Brief: Copy exactly the last part of the entries, starting from the line with "Which roads connect where in the street" and including the final line.

(Extracted records)
◇ ◇ ◇ ◇ ◇ ◇ ◇

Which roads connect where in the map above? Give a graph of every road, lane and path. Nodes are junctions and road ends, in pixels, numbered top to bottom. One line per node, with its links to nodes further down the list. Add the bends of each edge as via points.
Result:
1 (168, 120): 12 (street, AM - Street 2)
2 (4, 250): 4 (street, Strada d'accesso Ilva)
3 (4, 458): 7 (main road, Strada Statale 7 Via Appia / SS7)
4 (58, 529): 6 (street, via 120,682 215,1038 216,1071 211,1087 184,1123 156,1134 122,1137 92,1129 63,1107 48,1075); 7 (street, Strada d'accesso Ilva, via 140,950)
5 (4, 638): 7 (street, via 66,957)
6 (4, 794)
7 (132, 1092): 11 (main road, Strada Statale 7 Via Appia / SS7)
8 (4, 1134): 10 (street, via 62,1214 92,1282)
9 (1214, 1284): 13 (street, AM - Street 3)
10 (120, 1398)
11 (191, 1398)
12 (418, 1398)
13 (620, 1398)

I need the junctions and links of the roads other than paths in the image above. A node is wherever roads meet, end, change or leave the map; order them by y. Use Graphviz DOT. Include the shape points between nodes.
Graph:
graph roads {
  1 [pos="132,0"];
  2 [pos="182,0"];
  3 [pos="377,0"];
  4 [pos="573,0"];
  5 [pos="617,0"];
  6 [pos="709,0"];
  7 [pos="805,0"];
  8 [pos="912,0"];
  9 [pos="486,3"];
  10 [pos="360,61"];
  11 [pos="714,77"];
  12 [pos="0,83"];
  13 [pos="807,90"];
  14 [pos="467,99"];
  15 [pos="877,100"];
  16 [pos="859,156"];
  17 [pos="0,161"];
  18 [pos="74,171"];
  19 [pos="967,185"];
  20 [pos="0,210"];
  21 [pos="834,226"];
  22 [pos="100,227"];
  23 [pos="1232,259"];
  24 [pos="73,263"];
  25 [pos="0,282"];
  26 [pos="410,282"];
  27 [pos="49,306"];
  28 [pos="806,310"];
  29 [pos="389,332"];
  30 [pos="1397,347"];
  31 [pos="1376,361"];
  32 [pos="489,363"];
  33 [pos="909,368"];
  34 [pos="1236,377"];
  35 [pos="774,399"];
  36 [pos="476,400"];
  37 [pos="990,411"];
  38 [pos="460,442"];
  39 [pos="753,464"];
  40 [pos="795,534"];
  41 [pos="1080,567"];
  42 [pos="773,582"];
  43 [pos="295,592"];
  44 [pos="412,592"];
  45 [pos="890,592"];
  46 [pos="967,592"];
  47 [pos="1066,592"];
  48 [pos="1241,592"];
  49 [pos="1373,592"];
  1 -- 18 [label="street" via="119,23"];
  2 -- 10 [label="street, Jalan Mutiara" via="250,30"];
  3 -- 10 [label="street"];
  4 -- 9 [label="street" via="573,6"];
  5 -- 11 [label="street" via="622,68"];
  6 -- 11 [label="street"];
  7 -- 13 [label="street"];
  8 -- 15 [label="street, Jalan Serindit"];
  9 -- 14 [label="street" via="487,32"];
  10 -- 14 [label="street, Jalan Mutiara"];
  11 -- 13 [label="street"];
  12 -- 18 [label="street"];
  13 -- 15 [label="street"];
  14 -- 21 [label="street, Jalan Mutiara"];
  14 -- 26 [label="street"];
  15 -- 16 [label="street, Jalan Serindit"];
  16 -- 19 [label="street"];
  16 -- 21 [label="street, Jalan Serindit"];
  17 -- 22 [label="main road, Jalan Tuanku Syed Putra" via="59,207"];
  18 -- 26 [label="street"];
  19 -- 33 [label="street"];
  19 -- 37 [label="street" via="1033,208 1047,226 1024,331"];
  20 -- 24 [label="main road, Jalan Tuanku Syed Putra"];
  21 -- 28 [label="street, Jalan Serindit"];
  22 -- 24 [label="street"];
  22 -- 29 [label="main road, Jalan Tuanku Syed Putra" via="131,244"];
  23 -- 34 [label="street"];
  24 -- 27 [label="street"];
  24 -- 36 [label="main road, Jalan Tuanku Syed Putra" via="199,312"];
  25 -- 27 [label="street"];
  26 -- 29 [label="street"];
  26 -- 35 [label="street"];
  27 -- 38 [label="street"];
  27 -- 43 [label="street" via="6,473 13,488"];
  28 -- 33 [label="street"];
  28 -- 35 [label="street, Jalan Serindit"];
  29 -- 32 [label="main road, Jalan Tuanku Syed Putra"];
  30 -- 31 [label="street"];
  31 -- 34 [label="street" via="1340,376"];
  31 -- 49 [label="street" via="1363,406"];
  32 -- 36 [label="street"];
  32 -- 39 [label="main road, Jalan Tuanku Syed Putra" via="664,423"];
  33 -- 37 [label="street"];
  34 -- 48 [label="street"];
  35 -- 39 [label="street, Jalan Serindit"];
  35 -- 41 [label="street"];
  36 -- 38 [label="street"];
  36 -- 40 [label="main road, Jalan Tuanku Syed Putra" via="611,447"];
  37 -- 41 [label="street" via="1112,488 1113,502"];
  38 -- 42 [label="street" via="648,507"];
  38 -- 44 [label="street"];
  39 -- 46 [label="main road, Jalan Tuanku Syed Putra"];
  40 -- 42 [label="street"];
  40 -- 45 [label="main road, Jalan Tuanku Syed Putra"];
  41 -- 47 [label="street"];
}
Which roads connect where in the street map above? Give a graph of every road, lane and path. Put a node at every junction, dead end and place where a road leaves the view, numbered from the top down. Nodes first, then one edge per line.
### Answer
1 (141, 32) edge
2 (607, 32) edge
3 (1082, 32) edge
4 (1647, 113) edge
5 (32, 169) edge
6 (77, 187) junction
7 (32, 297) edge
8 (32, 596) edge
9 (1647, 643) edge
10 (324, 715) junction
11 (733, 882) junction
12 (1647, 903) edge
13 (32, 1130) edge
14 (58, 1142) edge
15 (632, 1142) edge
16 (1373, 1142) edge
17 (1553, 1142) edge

◇ ◇ ◇ ◇ ◇ ◇ ◇

Output for this task:
Which roads connect where in the street map above? Give a graph of every road, lane and path. Put a node at every junction, dead end and place where a road leaves the view, numbered from the top down. Nodes first, then one edge per line.
### Answer
1 (141, 32) edge
2 (607, 32) edge
3 (1082, 32) edge
4 (1647, 113) edge
5 (32, 169) edge
6 (77, 187) junction
7 (32, 297) edge
8 (32, 596) edge
9 (1647, 643) edge
10 (324, 715) junction
11 (733, 882) junction
12 (1647, 903) edge
13 (32, 1130) edge
14 (58, 1142) edge
15 (632, 1142) edge
16 (1373, 1142) edge
17 (1553, 1142) edge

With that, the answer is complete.